6. Indemnification. You agree to indemnify, defend and hold DHG harmless against any claim, demand, expense, loss, damage or other liability, including, without limitation, attorneys' fees, arising out of or connected with your use of the Image.

7. Notices. Any notices to DHG authorized or required under this Agreement shall be made by email accessed through the Contact Us page at the DHG website at Any notices to you authorized or required under this Agreement may be made by email, US mail, or both, using the contact information you have provided to us in the registration process. You agree to keep DHG updated with correct contact information at all times.

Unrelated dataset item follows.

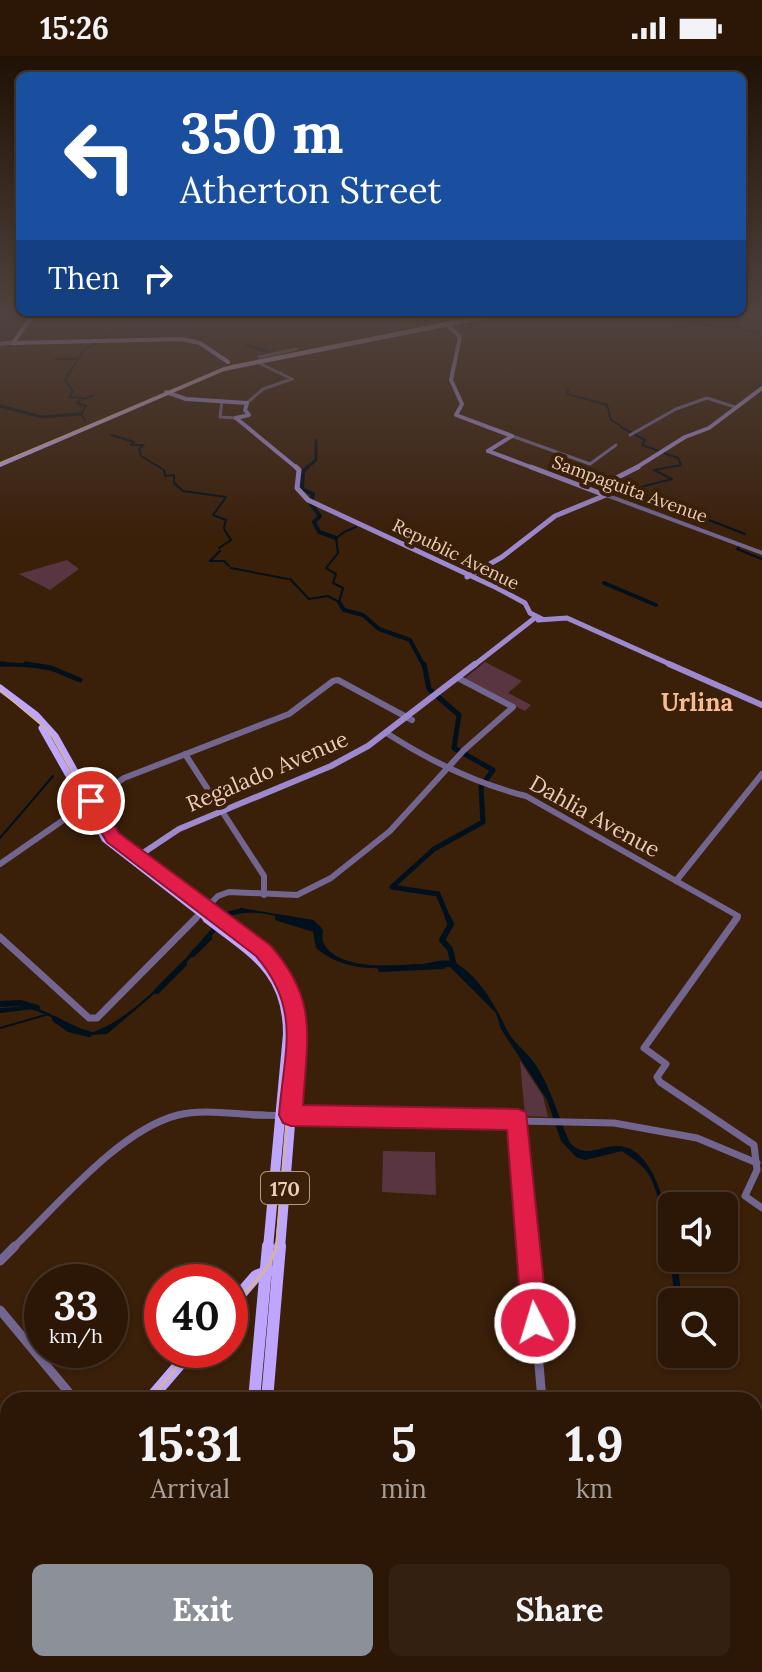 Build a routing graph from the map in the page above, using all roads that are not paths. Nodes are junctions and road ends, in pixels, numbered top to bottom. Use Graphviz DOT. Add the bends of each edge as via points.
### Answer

8. Non-Waiver. The failure or delay of either party to require performance of, or to otherwise enforce, any condition or other provision of this Agreement shall not waive or otherwise limit that party's right to enforce, or pursue remedies for the breach of, any such provision or condition. Any waiver by either party of any particular condition or provision of this Agreement, including this non-waiver provision, shall not constitute a waiver or limitation on that party's right to enforce performance of, or pursue remedies for the breach of, any other condition or provision of this Agreement.

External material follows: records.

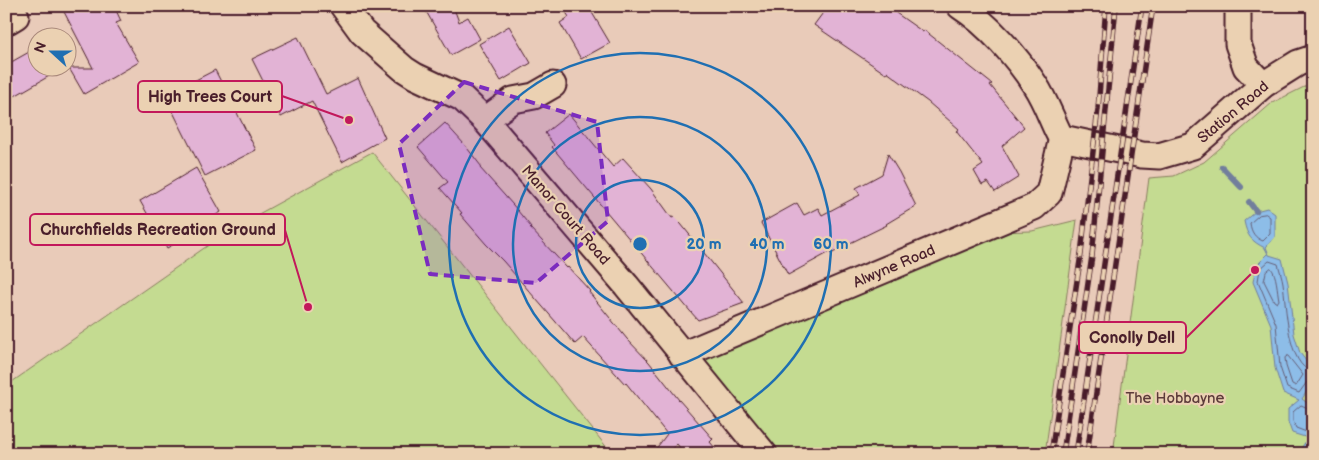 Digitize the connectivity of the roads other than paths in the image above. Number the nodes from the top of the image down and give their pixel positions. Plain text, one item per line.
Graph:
1 (11, 6) edge
2 (343, 6) edge
3 (960, 6) edge
4 (1238, 6) edge
5 (6, 22) edge
6 (1313, 58) edge
7 (553, 85) dead end
8 (1263, 85) junction
9 (485, 120) junction
10 (1062, 138) junction
11 (682, 355) junction
12 (764, 454) edge

1 - 5 street
2 - 9 street, Manor Court Road
3 - 10 street
4 - 8 street
6 - 8 street, Station Road
7 - 9 street
8 - 10 street, Station Road
9 - 11 street, Manor Court Road
10 - 11 street, Alwyne Road
11 - 12 street, Manor Court Road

9. Successor Interests. Your license under this Agreement is not transferable without the prior written consent of DHG, which DHG may grant or withhold in its sole discretion. Subject to this limitation, this Agreement is binding upon, and shall inure to the benefit of, the successors, heirs, legatees, devisees, personal representatives, assigns and bankruptcy estates of each of the parties.

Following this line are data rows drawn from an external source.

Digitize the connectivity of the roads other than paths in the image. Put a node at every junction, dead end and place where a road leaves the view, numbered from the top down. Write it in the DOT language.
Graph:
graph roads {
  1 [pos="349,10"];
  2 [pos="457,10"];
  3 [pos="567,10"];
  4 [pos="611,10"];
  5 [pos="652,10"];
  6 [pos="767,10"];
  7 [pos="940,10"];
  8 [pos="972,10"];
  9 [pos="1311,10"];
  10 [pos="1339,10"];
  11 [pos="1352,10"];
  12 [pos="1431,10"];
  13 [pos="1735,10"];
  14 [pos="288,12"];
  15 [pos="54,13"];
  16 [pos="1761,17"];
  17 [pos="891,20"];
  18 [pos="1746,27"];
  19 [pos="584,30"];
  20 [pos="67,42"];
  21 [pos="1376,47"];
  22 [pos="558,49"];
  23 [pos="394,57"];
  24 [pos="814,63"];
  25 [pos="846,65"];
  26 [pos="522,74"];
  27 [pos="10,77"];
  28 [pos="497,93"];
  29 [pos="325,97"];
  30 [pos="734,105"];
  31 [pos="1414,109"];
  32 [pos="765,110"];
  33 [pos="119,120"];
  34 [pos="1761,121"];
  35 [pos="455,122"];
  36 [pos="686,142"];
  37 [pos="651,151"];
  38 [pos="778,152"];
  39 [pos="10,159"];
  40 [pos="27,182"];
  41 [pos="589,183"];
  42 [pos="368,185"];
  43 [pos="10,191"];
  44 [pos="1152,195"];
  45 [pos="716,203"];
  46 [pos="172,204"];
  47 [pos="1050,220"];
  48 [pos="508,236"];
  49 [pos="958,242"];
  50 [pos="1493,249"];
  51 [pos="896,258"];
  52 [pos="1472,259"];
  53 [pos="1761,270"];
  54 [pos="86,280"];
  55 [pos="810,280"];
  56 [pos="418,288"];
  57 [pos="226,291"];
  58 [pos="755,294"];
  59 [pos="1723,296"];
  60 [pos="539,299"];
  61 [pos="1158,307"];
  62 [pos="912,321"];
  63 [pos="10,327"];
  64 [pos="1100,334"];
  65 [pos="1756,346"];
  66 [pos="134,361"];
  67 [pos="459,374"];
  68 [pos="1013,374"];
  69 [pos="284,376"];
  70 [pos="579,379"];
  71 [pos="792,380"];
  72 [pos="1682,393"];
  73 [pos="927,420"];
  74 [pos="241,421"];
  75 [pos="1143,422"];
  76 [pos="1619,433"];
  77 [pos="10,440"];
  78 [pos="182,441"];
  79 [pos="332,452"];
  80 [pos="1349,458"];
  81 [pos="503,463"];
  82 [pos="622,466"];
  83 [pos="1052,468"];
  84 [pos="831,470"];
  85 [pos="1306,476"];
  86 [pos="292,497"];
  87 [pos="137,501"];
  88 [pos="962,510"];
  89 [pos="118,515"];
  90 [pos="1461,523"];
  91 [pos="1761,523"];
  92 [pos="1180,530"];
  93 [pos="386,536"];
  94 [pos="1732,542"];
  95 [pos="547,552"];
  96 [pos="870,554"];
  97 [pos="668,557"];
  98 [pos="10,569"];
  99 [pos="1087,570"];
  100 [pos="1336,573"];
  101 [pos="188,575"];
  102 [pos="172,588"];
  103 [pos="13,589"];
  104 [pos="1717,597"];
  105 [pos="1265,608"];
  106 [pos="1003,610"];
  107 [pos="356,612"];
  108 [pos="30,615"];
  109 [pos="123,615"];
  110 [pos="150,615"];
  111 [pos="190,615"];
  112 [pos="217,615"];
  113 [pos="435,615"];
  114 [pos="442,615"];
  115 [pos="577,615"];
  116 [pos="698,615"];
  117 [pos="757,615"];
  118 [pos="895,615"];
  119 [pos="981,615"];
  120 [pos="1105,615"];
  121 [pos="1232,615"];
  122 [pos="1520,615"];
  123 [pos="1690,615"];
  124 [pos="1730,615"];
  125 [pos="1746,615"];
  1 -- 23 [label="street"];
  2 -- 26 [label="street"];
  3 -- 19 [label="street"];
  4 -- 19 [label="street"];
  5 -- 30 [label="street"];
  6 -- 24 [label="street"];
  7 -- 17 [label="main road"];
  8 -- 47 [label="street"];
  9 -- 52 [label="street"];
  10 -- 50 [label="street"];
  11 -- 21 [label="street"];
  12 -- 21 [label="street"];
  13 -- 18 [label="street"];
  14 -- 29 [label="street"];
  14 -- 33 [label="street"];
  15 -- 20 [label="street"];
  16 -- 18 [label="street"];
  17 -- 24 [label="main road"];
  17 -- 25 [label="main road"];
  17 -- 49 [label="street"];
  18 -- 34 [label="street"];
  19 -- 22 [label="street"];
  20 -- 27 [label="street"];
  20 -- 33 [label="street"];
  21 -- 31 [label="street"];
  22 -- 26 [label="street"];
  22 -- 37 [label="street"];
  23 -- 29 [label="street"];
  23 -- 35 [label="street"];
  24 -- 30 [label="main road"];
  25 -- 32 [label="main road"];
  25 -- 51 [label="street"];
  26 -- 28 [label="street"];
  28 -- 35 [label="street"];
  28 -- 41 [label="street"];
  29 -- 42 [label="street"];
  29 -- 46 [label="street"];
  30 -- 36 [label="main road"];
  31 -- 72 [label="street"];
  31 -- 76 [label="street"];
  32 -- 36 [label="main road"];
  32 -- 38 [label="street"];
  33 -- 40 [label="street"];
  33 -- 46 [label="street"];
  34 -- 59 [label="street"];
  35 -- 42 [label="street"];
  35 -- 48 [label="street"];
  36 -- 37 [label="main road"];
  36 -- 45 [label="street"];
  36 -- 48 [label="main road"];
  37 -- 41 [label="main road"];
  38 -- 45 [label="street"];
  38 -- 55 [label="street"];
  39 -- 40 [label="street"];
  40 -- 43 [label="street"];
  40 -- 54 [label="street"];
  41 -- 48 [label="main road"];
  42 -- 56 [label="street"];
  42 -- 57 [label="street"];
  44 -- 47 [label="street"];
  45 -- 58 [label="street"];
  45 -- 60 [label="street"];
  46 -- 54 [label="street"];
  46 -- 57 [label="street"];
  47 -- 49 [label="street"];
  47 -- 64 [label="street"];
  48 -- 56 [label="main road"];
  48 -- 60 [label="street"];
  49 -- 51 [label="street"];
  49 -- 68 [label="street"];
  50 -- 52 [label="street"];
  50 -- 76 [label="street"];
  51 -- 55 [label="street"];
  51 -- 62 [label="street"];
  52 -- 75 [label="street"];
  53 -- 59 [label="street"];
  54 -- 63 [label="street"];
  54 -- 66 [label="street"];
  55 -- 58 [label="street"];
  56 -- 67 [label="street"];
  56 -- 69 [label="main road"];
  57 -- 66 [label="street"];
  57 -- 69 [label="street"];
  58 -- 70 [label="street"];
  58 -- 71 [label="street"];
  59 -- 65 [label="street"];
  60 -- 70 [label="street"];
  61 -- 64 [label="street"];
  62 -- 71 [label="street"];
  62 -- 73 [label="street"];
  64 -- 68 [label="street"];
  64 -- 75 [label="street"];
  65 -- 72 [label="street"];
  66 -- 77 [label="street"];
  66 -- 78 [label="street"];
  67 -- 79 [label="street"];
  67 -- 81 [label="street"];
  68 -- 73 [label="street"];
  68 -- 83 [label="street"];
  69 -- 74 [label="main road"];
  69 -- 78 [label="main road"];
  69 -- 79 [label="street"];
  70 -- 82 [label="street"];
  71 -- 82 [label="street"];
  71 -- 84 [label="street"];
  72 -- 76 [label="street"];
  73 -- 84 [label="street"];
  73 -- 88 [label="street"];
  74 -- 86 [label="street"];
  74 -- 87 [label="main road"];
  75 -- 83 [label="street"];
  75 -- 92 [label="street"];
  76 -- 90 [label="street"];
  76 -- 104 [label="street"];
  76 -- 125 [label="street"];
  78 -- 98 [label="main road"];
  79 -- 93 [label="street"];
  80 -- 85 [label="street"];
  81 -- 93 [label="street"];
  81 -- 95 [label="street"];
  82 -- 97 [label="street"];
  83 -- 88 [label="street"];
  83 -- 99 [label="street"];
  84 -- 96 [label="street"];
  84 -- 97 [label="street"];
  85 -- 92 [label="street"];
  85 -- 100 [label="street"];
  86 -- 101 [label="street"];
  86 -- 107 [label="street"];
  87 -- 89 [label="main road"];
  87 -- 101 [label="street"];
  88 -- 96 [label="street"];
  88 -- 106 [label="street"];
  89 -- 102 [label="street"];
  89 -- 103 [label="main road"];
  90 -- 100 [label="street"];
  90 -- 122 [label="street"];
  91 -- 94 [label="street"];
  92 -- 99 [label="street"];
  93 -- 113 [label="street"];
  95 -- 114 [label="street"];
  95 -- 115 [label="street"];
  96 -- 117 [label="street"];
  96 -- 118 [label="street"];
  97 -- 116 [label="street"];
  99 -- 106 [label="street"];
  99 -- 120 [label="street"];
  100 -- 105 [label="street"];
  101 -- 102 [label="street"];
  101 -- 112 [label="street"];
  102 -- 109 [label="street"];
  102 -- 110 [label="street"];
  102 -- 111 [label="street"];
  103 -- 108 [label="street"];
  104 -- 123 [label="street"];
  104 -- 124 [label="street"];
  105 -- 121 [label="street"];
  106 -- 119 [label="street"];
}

10. Governing Law. This Agreement shall be governed by and construed in accordance with the laws of the State of Maryland without regard to, or application of, any conflict of law provisions.

11. Jurisdiction, Venue. The parties agree that any suit, action or arbitration proceeding arising out of or relating to this Agreement shall be brought in Potomac, Maryland and the parties expressly consent to the personal jurisdiction over them of any state or federal court in Montgomery County, Maryland.

12. Severability. If any court of competent jurisdiction finds any term of this Agreement, or of any other document or instrument referred to or contemplated in this Agreement, to be invalid or unenforceable, such determination shall not affect the validity and enforceability of the remainder of the Agreement.

13. Paragraph Headings. All paragraph headings in this Agreement appear for convenience of reference, and shall not affect the meaning or interpretation of the Agreement.

14. Amendments. This Agreement may be amended or modified only by a written instrument executed by the parties which expressly states the intent of the parties to modify or amend this Agreement.

15. Entire Agreement. This Agreement constitutes the entire agreement between the parties pertaining to the subject matter of the Agreement, and supersedes all prior discussions, negotiations, understandings, representations, and agreements, whether oral or written. All terms of this Agreement are contractual and not mere recitals.

16. Electronic Execution. Execution of this Agreement shall occur, and may be evidenced by, transmission of your electronic assent to its terms through your clicking the "I Agree" button. By clicking the “I Agree” button, you are warranting that the information you provided in your registration with DHG is accurate and complete, that you are 21 years of age or older, and that you understand and are authorized to execute this Agreement. After executing this Agreement, you may print or download a copy of it for your records.